(Dataset entries)
• • • •
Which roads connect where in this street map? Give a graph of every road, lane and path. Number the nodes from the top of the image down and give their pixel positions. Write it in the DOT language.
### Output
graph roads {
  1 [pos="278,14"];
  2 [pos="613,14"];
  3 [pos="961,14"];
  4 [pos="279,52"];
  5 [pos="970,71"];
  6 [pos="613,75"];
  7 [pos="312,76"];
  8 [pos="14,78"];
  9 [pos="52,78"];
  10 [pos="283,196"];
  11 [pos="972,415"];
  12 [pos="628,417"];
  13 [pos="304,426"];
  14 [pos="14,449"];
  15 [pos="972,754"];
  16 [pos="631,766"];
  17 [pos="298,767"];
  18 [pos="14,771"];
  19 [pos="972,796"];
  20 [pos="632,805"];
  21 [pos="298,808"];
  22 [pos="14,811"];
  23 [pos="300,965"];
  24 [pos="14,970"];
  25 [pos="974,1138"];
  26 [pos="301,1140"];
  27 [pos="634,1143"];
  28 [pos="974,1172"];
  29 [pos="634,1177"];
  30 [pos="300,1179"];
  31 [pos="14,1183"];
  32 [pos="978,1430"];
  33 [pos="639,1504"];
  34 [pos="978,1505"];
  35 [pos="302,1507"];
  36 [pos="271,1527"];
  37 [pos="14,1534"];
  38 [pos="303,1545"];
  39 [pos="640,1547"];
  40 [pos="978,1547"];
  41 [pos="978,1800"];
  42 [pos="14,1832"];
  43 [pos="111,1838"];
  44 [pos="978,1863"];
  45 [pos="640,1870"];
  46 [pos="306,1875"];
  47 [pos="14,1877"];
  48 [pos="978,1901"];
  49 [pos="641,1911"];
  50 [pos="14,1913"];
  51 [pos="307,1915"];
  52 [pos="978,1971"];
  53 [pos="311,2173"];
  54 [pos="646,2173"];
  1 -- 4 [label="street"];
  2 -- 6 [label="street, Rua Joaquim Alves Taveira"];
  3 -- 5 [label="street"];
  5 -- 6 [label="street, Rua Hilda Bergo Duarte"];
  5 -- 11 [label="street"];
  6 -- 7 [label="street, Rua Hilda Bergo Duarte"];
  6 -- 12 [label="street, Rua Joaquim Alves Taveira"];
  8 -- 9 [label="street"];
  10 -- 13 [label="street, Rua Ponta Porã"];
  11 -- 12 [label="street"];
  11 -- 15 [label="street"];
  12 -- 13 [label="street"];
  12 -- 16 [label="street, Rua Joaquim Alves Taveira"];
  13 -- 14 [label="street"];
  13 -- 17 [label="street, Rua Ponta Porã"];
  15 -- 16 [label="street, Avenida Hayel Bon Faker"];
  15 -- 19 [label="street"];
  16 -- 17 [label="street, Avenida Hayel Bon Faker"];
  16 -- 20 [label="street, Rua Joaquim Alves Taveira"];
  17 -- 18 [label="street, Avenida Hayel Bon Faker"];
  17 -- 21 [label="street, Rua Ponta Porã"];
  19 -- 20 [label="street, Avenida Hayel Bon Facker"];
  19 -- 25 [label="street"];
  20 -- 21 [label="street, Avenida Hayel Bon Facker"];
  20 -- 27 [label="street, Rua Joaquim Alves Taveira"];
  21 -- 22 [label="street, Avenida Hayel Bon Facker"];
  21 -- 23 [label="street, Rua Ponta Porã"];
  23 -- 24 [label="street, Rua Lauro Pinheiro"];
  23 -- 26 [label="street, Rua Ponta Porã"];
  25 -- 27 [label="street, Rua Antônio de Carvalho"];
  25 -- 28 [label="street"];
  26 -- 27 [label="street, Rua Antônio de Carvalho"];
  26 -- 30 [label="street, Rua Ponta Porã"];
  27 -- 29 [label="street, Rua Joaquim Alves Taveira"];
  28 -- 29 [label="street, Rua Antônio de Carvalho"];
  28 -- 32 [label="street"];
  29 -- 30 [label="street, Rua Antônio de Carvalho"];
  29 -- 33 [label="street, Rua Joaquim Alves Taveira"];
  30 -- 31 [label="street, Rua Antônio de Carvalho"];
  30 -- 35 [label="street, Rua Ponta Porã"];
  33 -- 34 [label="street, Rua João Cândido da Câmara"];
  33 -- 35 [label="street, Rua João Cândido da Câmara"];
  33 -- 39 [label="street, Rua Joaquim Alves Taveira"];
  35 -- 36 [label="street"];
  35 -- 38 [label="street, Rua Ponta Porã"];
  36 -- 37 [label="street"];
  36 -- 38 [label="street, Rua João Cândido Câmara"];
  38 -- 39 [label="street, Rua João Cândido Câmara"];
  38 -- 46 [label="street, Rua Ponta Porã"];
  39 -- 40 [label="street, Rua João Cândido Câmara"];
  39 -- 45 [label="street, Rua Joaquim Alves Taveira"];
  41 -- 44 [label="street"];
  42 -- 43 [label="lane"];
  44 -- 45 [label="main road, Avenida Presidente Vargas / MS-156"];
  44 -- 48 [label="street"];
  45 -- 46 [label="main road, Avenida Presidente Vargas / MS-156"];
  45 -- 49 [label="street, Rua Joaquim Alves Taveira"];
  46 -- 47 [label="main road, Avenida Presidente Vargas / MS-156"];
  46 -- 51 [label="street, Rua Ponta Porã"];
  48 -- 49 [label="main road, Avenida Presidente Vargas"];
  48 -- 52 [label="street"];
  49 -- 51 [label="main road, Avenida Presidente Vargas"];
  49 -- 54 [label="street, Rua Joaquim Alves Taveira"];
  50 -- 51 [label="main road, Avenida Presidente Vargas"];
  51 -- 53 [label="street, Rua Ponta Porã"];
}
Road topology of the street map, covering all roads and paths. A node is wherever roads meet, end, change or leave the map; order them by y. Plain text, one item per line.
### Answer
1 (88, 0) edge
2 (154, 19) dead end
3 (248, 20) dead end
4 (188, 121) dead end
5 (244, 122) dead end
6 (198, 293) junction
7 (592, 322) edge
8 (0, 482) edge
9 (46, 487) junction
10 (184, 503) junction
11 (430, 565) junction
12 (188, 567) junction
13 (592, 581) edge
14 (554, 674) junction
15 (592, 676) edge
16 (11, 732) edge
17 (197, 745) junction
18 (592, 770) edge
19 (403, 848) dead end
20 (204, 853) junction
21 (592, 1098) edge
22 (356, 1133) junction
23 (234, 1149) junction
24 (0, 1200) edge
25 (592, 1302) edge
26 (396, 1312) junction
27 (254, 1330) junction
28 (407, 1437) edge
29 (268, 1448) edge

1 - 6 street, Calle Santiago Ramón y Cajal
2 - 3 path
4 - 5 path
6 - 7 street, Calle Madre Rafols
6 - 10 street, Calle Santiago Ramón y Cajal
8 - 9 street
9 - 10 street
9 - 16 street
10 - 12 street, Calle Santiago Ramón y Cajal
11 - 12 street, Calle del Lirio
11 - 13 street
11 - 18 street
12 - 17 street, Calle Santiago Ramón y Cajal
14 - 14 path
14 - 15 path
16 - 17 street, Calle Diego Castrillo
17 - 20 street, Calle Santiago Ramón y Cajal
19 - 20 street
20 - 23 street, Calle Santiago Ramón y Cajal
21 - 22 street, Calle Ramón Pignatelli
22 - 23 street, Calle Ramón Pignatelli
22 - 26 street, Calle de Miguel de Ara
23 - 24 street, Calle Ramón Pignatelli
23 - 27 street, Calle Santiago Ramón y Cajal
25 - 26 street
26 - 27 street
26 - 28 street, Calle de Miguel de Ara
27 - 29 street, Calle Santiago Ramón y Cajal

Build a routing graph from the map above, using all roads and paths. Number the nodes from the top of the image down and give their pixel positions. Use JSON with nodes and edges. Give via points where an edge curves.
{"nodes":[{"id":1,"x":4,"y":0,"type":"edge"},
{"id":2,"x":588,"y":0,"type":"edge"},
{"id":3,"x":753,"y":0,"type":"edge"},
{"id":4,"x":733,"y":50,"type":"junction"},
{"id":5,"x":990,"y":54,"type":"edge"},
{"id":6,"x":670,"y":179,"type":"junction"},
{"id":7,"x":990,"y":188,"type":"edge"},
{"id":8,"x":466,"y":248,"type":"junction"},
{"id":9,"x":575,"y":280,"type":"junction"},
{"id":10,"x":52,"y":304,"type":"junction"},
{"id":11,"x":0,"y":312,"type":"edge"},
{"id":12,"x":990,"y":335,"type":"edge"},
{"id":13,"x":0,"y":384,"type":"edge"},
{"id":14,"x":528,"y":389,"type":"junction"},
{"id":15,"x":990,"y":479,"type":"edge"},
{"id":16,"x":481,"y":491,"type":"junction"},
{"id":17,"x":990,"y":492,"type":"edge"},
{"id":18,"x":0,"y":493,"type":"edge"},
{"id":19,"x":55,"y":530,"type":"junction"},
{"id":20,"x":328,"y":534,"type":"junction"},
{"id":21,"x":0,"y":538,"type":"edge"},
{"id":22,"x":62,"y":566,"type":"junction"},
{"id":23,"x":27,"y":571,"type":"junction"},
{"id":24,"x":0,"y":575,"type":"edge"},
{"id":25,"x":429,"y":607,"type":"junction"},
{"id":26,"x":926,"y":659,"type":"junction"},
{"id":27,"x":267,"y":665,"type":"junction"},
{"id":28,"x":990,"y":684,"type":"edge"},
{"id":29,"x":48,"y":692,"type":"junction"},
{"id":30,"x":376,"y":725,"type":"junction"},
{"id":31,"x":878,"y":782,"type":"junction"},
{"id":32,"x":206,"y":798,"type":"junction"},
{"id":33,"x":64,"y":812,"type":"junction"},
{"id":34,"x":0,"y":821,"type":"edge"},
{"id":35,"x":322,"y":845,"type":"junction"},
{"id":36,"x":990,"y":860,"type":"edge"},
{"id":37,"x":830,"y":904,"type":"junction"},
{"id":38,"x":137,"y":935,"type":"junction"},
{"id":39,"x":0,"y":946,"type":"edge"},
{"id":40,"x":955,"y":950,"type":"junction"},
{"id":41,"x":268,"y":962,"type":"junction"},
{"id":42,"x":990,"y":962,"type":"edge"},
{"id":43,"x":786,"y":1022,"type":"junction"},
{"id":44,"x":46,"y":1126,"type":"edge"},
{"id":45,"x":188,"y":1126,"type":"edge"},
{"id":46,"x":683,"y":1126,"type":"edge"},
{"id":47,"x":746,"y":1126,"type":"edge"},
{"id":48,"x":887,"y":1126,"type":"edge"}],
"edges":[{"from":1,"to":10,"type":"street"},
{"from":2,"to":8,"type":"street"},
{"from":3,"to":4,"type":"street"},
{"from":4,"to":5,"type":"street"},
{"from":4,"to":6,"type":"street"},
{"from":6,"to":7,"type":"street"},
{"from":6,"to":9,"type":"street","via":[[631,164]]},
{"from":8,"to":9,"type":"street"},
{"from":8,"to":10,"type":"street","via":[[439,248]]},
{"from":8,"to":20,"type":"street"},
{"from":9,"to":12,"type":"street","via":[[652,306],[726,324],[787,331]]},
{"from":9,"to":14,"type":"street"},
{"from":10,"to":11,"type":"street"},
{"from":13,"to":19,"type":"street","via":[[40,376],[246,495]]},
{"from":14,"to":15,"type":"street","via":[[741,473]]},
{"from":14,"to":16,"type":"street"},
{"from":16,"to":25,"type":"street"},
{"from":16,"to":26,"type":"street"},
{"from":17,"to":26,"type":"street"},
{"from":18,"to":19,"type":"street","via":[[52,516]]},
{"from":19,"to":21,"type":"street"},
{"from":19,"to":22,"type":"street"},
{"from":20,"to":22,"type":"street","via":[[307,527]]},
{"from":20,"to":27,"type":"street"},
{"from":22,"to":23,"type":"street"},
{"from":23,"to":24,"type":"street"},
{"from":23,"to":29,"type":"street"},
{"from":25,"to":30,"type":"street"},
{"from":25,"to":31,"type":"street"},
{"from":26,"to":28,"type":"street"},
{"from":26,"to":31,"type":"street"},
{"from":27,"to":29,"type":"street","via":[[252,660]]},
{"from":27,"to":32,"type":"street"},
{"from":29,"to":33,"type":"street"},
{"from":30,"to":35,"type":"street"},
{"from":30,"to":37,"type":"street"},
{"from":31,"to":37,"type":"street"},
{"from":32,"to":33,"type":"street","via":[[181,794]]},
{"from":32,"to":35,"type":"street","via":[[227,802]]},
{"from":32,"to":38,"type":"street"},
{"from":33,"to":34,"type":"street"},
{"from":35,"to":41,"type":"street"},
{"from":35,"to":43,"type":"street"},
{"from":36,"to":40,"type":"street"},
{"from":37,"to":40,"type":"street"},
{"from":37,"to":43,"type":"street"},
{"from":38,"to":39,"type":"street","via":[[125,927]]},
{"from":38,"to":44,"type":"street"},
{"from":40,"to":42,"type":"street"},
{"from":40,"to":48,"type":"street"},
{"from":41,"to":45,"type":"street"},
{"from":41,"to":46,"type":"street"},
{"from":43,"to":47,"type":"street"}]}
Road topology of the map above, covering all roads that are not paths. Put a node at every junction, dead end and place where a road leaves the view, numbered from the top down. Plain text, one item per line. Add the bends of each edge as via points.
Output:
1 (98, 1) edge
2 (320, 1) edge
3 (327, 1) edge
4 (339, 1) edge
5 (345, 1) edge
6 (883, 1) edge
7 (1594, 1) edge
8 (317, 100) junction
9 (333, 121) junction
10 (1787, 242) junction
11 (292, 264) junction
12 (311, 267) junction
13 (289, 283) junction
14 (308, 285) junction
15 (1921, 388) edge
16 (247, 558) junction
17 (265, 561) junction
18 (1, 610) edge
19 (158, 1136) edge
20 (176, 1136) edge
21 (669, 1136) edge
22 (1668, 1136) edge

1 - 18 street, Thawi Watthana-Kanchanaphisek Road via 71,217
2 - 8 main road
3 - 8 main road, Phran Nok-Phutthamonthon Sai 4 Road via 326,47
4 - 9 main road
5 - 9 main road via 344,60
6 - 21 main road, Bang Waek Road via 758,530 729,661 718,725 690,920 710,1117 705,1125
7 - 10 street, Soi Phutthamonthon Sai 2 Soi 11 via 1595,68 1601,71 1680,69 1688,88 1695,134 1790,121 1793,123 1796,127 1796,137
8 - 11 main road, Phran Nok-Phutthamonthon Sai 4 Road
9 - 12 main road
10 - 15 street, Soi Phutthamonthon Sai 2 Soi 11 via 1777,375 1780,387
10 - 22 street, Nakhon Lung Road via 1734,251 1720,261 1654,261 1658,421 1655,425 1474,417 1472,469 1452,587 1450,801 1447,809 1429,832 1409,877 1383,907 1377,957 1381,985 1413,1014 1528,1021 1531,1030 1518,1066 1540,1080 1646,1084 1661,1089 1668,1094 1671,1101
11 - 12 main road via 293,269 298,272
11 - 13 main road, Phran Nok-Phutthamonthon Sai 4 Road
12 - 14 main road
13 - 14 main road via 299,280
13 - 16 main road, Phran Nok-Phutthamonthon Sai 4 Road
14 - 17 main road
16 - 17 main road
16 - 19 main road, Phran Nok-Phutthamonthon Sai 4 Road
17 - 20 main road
• • • •
=== Activity ===
Show each line of the records above containing "Facker".

=== Exercise result ===
  19 -- 20 [label="street, Avenida Hayel Bon Facker"];
  20 -- 21 [label="street, Avenida Hayel Bon Facker"];
  21 -- 22 [label="street, Avenida Hayel Bon Facker"];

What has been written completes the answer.